La présidente du tribunal a désigné Mme A, première vice-présidente, en qualité de juge des référés.

Considérant ce qui suit :

1. Aux termes de l'article R. 532-1 du code de justice administrative : " Le juge des référés peut, sur simple requête et même en l'absence d'une décision administrative préalable, prescrire toute mesure utile d'expertise ou d'instruction () ".

2. La prescription d'une mesure d'expertise en application des dispositions de l'article R. 531-1 du code de justice administrative est subordonnée au caractère utile de cette mesure. Il appartient au juge des référés, saisi d'une demande d'expertise d'apprécier son utilité au vu des pièces du dossier et au regard au regard des éléments dont le demandeur dispose ou peut disposer par d'autres moyens.

3. La société Accetta demande, une nouvelle fois, que soit ordonnée une expertise relative aux désordres affectant les ouvrages de carrelage qu'elle a réalisés dans le cadre de la construction du bâtiment accueillant la cuisine centrale situé à Pélussin. Toutefois, d'une part, il résulte de l'instruction que l'étendue et les causes des désordres affectant le carrelage de la cuisine centrale intercommunale sont déjà connues. D'autre part, s'agissant plus particulièrement du défaut de conformité des joints Epoxy, la société Accetta dispose d'autres moyens pour faire procéder à une analyse chimique et mécanique des joints litigieux. Il s'ensuit que la demande de la société Accetta ne présente pas le caractère d'utilité requis par les dispositions précitées de l'article R. 532-1 du code de justice administrative et doit, dès lors, être rejetée.

4. Il n'y a pas lieu, dans les circonstances de l'espèce, de faire droit aux conclusions de la communauté de communes du Pilat Rhodanien présentées au titre de l'article L. 761-1 du code de justice administrative.

ORDONNE

Article 1er : La requête n° 2203416 de la société Accetta est rejetée.

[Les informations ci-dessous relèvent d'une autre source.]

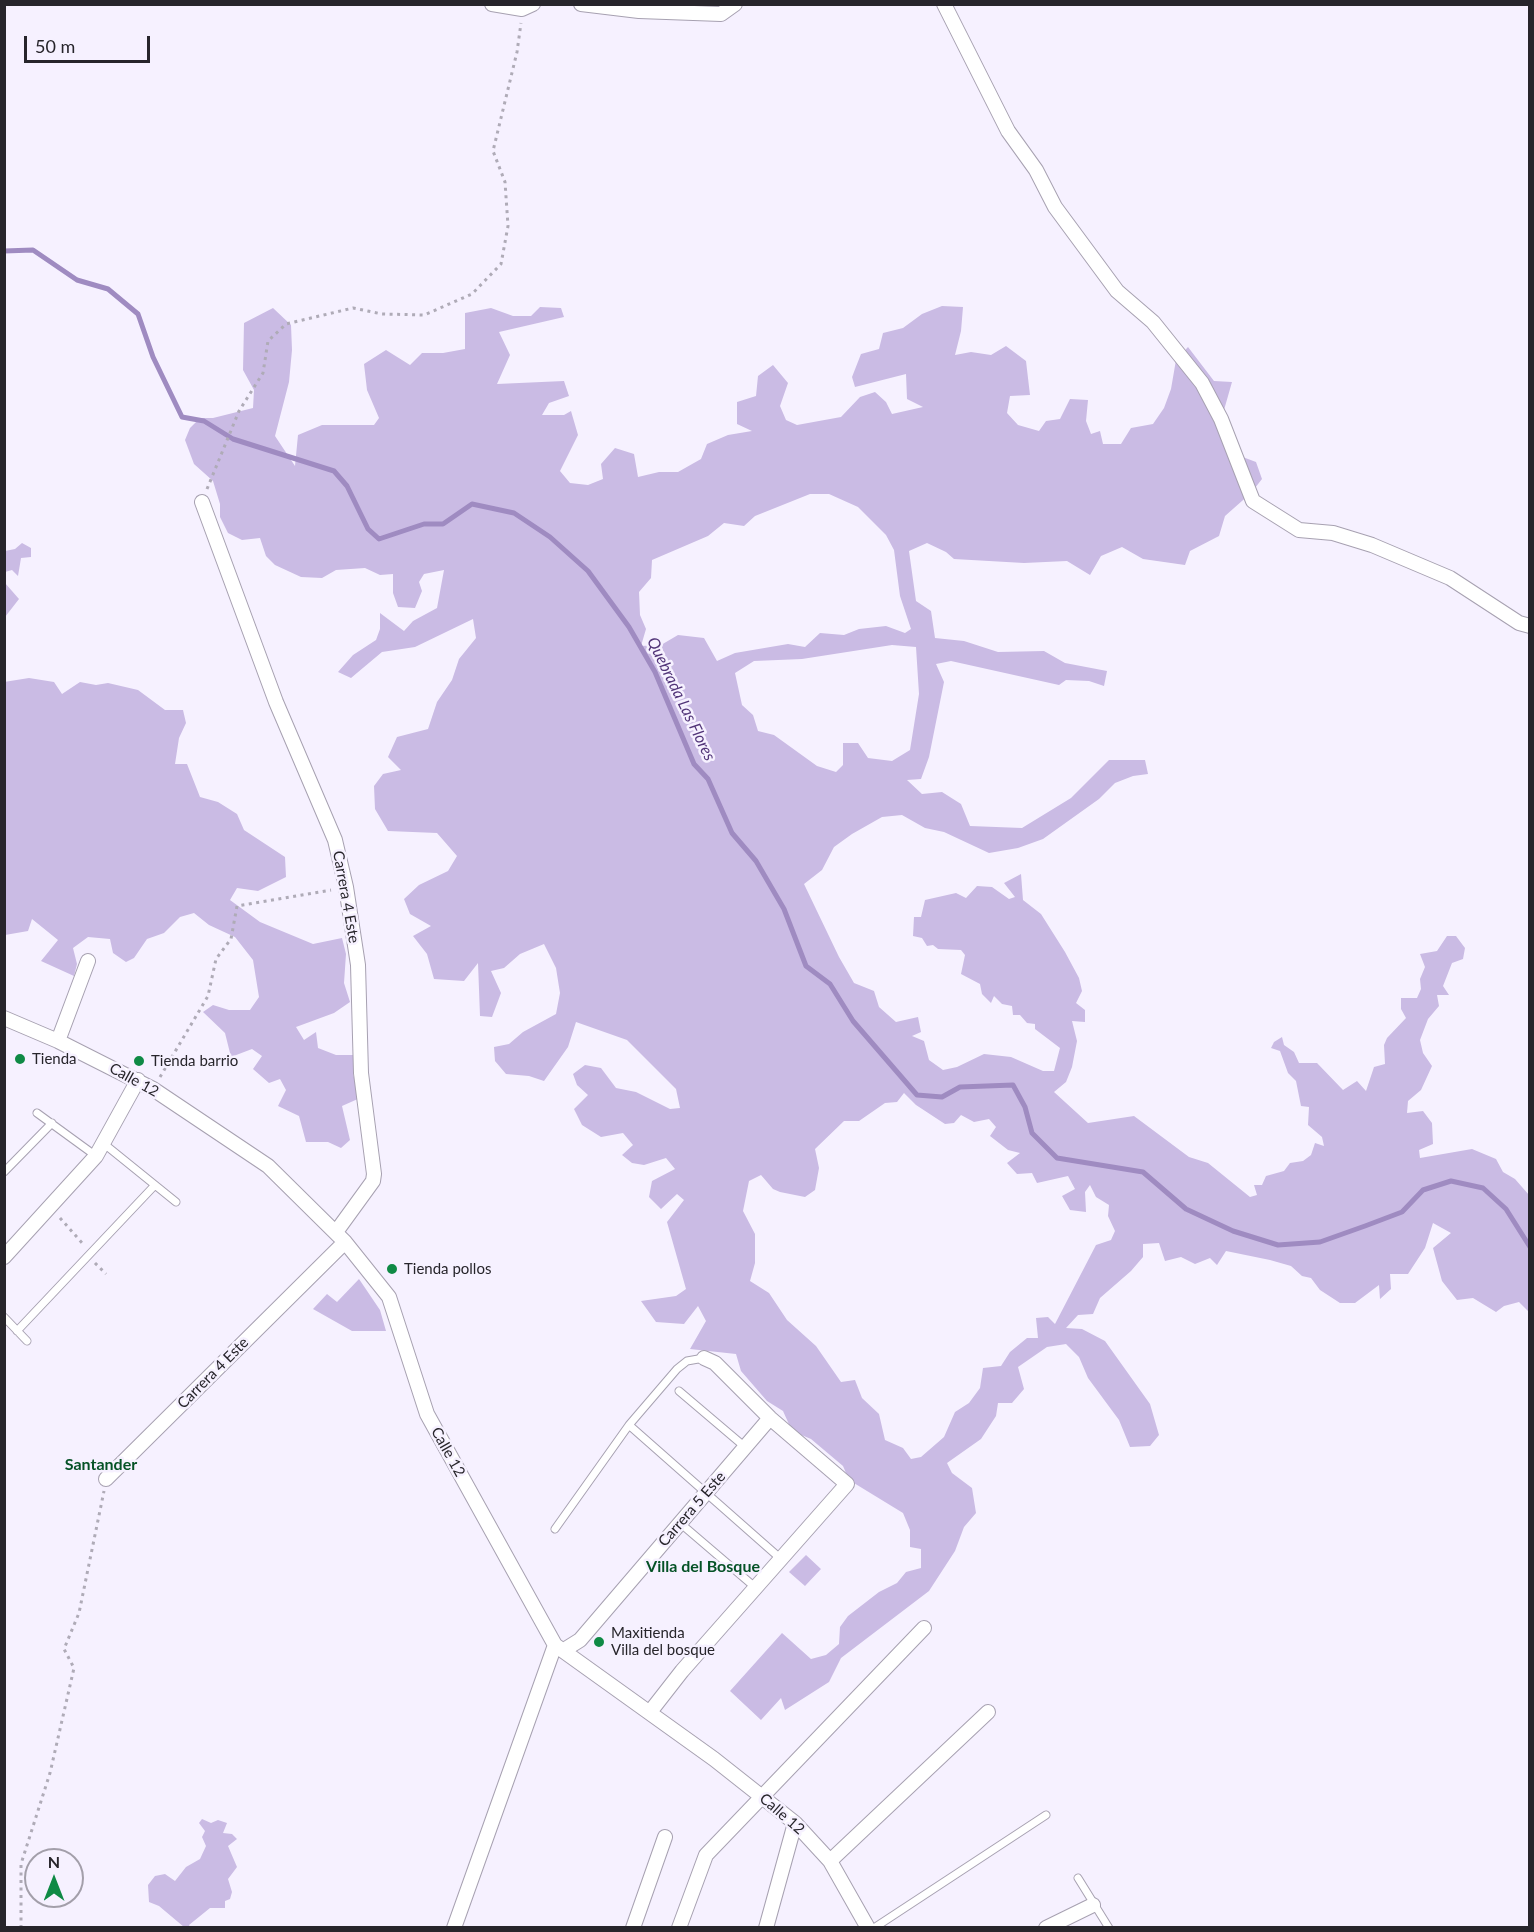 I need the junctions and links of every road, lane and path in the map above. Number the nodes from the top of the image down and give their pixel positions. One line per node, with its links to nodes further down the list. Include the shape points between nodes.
1 (492, 4): 5 (street)
2 (581, 4): 3 (street, via 721,14)
3 (735, 4)
4 (945, 4): 7 (street, via 1008,131 1036,170 1055,207 1117,291 1153,322 1203,383 1254,501 1299,530 1333,533 1372,545 1450,578)
5 (528, 7): 6 (path, via 493,151 505,182 508,226 501,264 472,294 424,315 382,314 353,308 286,324 268,341 263,373 239,411)
6 (202, 502): 8 (street, Carrera 4 Este, via 276,702 335,840)
7 (1530, 627)
8 (346, 887): 13 (path, via 237,906 231,939 216,959 208,996); 22 (street, Carrera 4 Este, via 358,965 361,1073 374,1174)
9 (88, 961): 11 (street)
10 (4, 1018): 11 (street, Calle 12)
11 (58, 1041): 12 (street, Calle 12)
12 (138, 1080): 13 (street, Calle 12); 16 (street)
13 (153, 1089): 22 (street, Calle 12, via 268,1166)
14 (37, 1113): 15 (lane)
15 (52, 1123): 17 (lane); 18 (lane)
16 (102, 1142): 17 (street); 19 (lane)
17 (96, 1156): 21 (street)
18 (4, 1172)
19 (155, 1185): 20 (lane); 23 (lane)
20 (176, 1202)
21 (50, 1207): 23 (path); 24 (street)
22 (340, 1237): 33 (street, Carrera 4 Este); 40 (street, Calle 12, via 389,1297 427,1414)
23 (91, 1252): 26 (lane)
24 (4, 1257)
25 (4, 1317): 26 (lane)
26 (17, 1331): 27 (lane)
27 (27, 1341)
28 (704, 1358): 30 (street, via 715,1363); 31 (lane, via 687,1361 677,1369)
29 (679, 1391): 32 (lane)
30 (770, 1418): 32 (street, Carrera 5 Este); 37 (street, via 847,1484)
31 (629, 1425): 34 (lane); 36 (lane)
32 (745, 1447): 34 (street, Carrera 5 Este)
33 (106, 1479): 50 (path, via 79,1613 64,1649 74,1668 50,1773 21,1864)
34 (706, 1494): 35 (street, Carrera 5 Este); 37 (lane)
35 (680, 1523): 38 (lane); 40 (street, Carrera 5 Este, via 580,1640)
36 (555, 1529)
37 (781, 1559): 38 (street)
38 (756, 1587): 41 (street)
39 (924, 1628): 43 (street)
40 (559, 1648): 41 (street, Calle 12); 51 (street)
41 (651, 1712): 43 (street, Calle 12)
42 (988, 1712): 47 (street)
43 (763, 1798): 45 (street, Calle 12); 53 (street, via 706,1855)
44 (1046, 1815): 56 (lane)
45 (795, 1823): 47 (street, Calle 12); 54 (street)
46 (665, 1838): 52 (street)
47 (830, 1861): 55 (street, Calle 12)
48 (1078, 1878): 49 (lane)
49 (1093, 1905): 57 (street); 58 (lane)
50 (21, 1928)
51 (454, 1928)
52 (633, 1928)
53 (679, 1928)
54 (766, 1928)
55 (868, 1928)
56 (874, 1928)
57 (1046, 1928)
58 (1109, 1928)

Article 2 : Les conclusions de la communauté de communes du Pilat Rhodanien présentées au titre de l'article L. 761-1 du code de justice administrative sont rejetées.

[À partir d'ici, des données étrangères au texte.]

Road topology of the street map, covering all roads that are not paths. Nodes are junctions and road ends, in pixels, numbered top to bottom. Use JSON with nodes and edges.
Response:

Article 3 : La présente ordonnance sera notifiée à la société Accetta, à la communauté de communes du Pilat Rhodanien et aux sociétés Atelier 3A du Pilat, Synapse Construction, BMRA et Mapei France.

Fait à Lyon, le 4 juillet 2022.

Le juge des référés,

S. A

La République mande et ordonne à la préfète de la Loire en ce qui la concerne ou à tous huissiers de justice à ce requis en ce qui concerne les voies de droit commun contre les parties privées, de pourvoir à l'exécution de la présente décision.